All this while, the city of Madras had remained the centre of the Telugu film industry. This had troubled people like Gudavalli Ramabrahmam, filmmaker and early patriot, whose seminal Telugu movies in the 1930s had advocated for social reform and critiqued the zamindari system, which, ironically, had financed some of these very films. Film scholar SV Srinivas writes that Ramabrahmam was concerned that Madras was not an appropriate centre for Telugu cinema. The lack of movie halls in Telugu-speaking Andhra Pradesh, he complained, was bad enough, but the greater problem was that people in Madras simply did not have the appetite for Telugu cinema. He believed Telugu films were not profitable in Madras; this was linked to the fact that they were void of something distinct, a ‘Teluguness’ that defined the Andhra spirit. They needed their own Telugu film studio, in Andhra Pradesh.

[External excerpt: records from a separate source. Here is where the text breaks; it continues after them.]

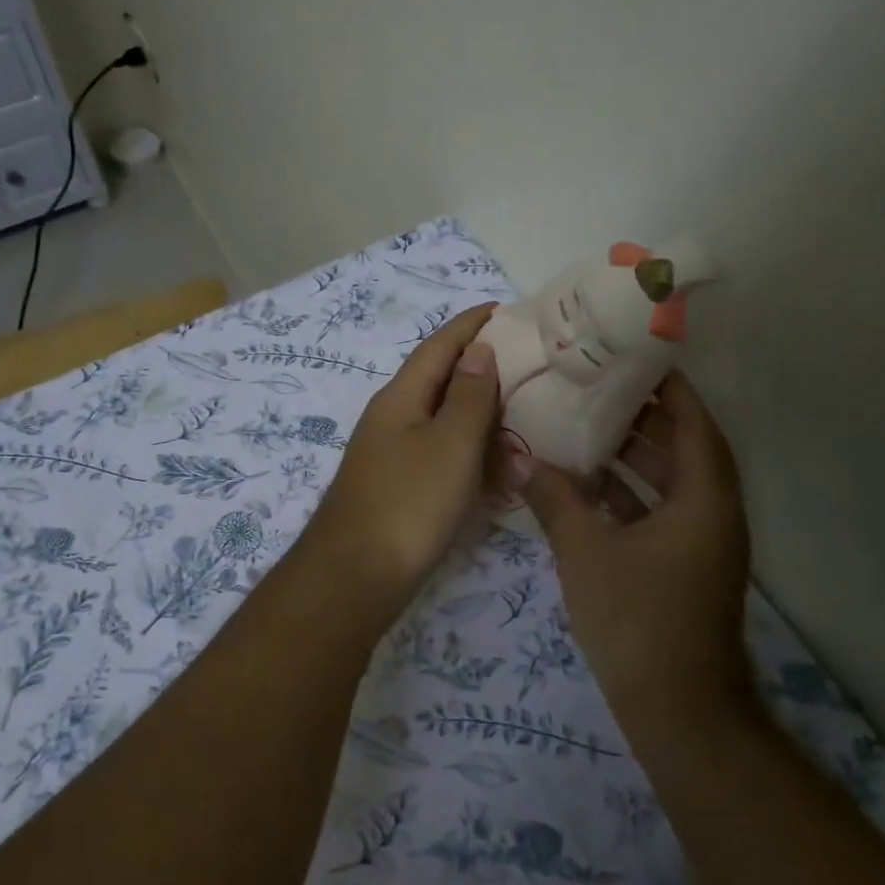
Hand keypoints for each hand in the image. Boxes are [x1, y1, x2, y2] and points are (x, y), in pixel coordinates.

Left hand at [305, 304, 503, 603]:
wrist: (356, 576)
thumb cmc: (409, 503)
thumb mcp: (450, 444)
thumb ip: (468, 395)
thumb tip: (478, 350)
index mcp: (401, 397)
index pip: (439, 345)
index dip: (470, 324)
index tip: (504, 308)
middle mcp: (392, 418)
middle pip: (439, 379)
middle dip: (480, 367)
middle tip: (527, 363)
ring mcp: (393, 455)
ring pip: (442, 419)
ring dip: (479, 413)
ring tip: (522, 409)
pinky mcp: (399, 488)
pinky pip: (441, 455)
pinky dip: (470, 452)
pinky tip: (496, 465)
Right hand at [523, 372, 753, 726]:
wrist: (678, 711)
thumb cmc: (638, 619)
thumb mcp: (586, 551)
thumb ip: (554, 499)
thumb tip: (520, 458)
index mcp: (704, 497)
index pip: (693, 421)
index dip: (667, 386)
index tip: (632, 357)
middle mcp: (712, 512)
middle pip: (684, 447)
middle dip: (643, 416)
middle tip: (595, 386)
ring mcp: (701, 543)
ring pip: (670, 482)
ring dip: (634, 457)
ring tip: (584, 427)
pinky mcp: (684, 568)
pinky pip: (659, 512)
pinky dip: (629, 495)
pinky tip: (586, 487)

And so, in the fifties, the great shift began with the founding of Saradhi Studios. Over 300 Telugu films were made in that decade. Today, Andhra Pradesh is the second largest producer of films in India. The Hindi film industry released 206 films in 2011—the highest producer that year. The Telugu industry released 192 films the same year, while the Tamil industry released 185.

In 2008, photographer Stefano de Luigi travelled to Hyderabad to photograph the making of Telugu films in two of the industry’s landmark locations: Ramoji Film City and Annapurna Studios. De Luigi’s photographs blur the line between fiction and reality. These images are not just behind-the-scenes film stills. Elements like the silhouetted film unit in the obscure foreground of some of the photographs lend the images a documentary feel, but the dramatic lighting and the imitation of the cinematic frame give them a sense of being staged, or artificial.

Despite the Telugu industry’s shift to Hyderabad, and the advanced resources available there for filming and post-production, some filmmakers still choose to record music for Telugu films in Chennai. Earlier this year, the Andhra Pradesh Film, TV and Theatre Development Corporation announced that they had marked a deadline, 15 August, by which they expected all music directors and producers outside Andhra Pradesh to complete the pieces they are working on for Telugu films. Following this, any recordings produced for a Telugu film are to be carried out within Andhra Pradesh. Filmmakers who comply with this regulation will pay an entertainment tax of only 12 percent, while those who fail to comply will have to pay a tax of 24 percent.

The AP Cine Musicians Association intends to help enforce this rule. RP Patnaik, honorary president of AP Cine Musicians Association, told the Times of India, “We have enough musicians here and there are several talented singers. Our effort from now on will be to see that local musicians and technicians only get to work for Telugu films.” In an effort to capitalise on local talent, Telugu cinema continues its journey from Tamil Nadu to Hyderabad.